Fear The Fin Player Card (click to enlarge; a glossary of terms used can be found here; all data courtesy War On Ice, Behind the Net, Hockey Analysis, NHLNumbers and NHL.com; stick tap to Japers’ Rink):

2014-15 Patrick Marleau Player Card

2014-15 Sharks 5v5 Forward Usage Chart (via Hockey Abstract):

2014-15 Patrick Marleau Player Usage Chart

Patrick Marleau Hero Chart (via Own The Puck):

Patrick Marleau Hero Chart

The Good: Some perspective: despite having what was clearly his worst season in eight years, Patrick Marleau still finished 57th in league scoring, ahead of the likes of Patrice Bergeron, Matt Duchene and Eric Staal and within a few points of Phil Kessel and Marian Hossa. That’s despite Marleau scoring on an anomalous 8.2% of his shots on goal, the worst single-season shooting percentage of his career by far and a number that tends to be subject to a great deal of random variance from one year to the next.

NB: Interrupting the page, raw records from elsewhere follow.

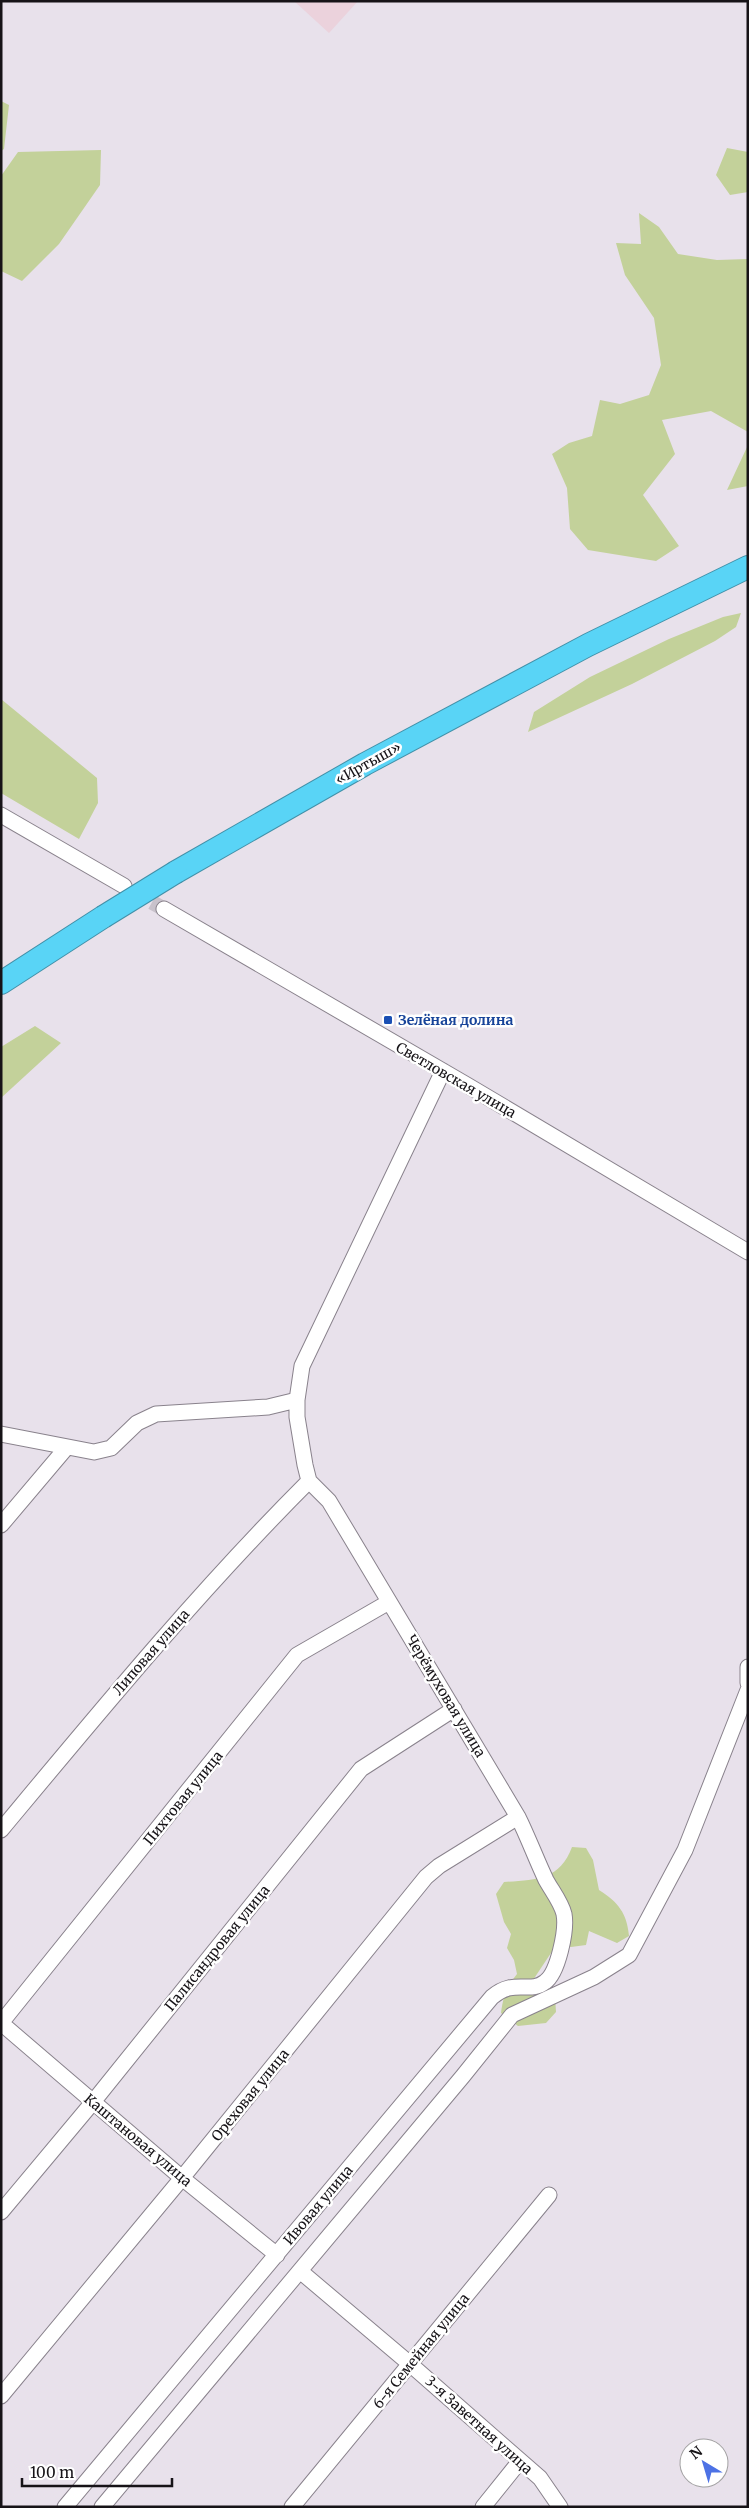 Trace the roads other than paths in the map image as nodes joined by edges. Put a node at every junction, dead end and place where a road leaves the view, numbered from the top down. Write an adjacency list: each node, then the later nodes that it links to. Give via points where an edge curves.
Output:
1 (748, 567): 5 (highway, «Иртыш», bridge, via 588,644 365,764 176,872)
2 (1, 815): 3 (street)
3 (124, 886)
4 (164, 909): 6 (street, Светловская улица)
5 (1, 984)
6 (443, 1072): 7 (street, Светловская улица); 8 (street, via 302,1366)
7 (748, 1252)
8 (297, 1400): 10 (street, via 268,1407 156,1414 137,1423 111,1448 94,1452); 11 (street, via 300,1439)
9 (1, 1434): 10 (street)
10 (67, 1447): 12 (street)
11 (309, 1480): 13 (street, Черёмуховая улица, via 328,1501); 19 (street, Липовая улица, via 165,1634)
12 (1, 1525)
13 (389, 1602): 17 (street, Черёмуховая улица); 21 (street, Пихтовая улица, via 297,1655)
14 (748, 1667): 15 (street)
15 (748, 1683)
16 (748, 1690): 27 (street, Ивовая улица, via 685,1850 629,1955 588,1980 528,2006 504,2022 463,2076)
17 (454, 1709): 18 (street, Черёмуховая улица); 22 (street, Палисандровая улица, via 361,1768)
18 (518, 1817): 20 (street, Черёмуховая улица, via 560,1904); 23 (street, Ореховая улица, via 438,1866 426,1877)
19 (1, 1830)
20 (564, 1921): 26 (street, Ивовая улица, via 552,1976 534,1987 501,1989 492,1997)
21 (1, 2023): 22 (street, Каштановая улица)
22 (93, 2102): 23 (street, Каштановая улица); 25 (street, Палисандровая улица)
23 (182, 2178): 26 (street, Каштановая улица); 29 (street, Ореховая улица)
24 (549, 2195): 28 (street, 6-я Семейная улица)
25 (1, 2212)
26 (276, 2255): 31 (street, Ивовая улица)
27 (300, 2271): 28 (street, 3-я Заветная улица); 32 (street, Ивовая улица)
28 (410, 2364): 30 (street, 3-я Заветная улица); 33 (street, 6-я Семейная улица)
29 (1, 2396)
30 (520, 2461): 34 (street); 35 (street, 3-я Заветная улица, via 540,2478)
31 (65, 2507)
32 (102, 2507)
33 (292, 2507)
34 (483, 2507)
35 (560, 2507)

Granted, players do tend to experience a slight decline in shooting ability during their mid-thirties but Marleau’s shot locations this season weren’t significantly different from 2013-14, although it did seem like fewer of those shots were the result of Marleau using his speed to generate odd-man rushes and breakaways. It’s safe to say Marleau is no longer the 15% shooter he was from 2008 through 2011 but if he’d shot at even his 2011-14 average shooting percentage this year, he would have scored 27 goals. Even with the rotten shooting luck, Marleau produced points like an average first-line forward courtesy some terrific work on the power play where he posted the 22nd-best scoring rate in the NHL.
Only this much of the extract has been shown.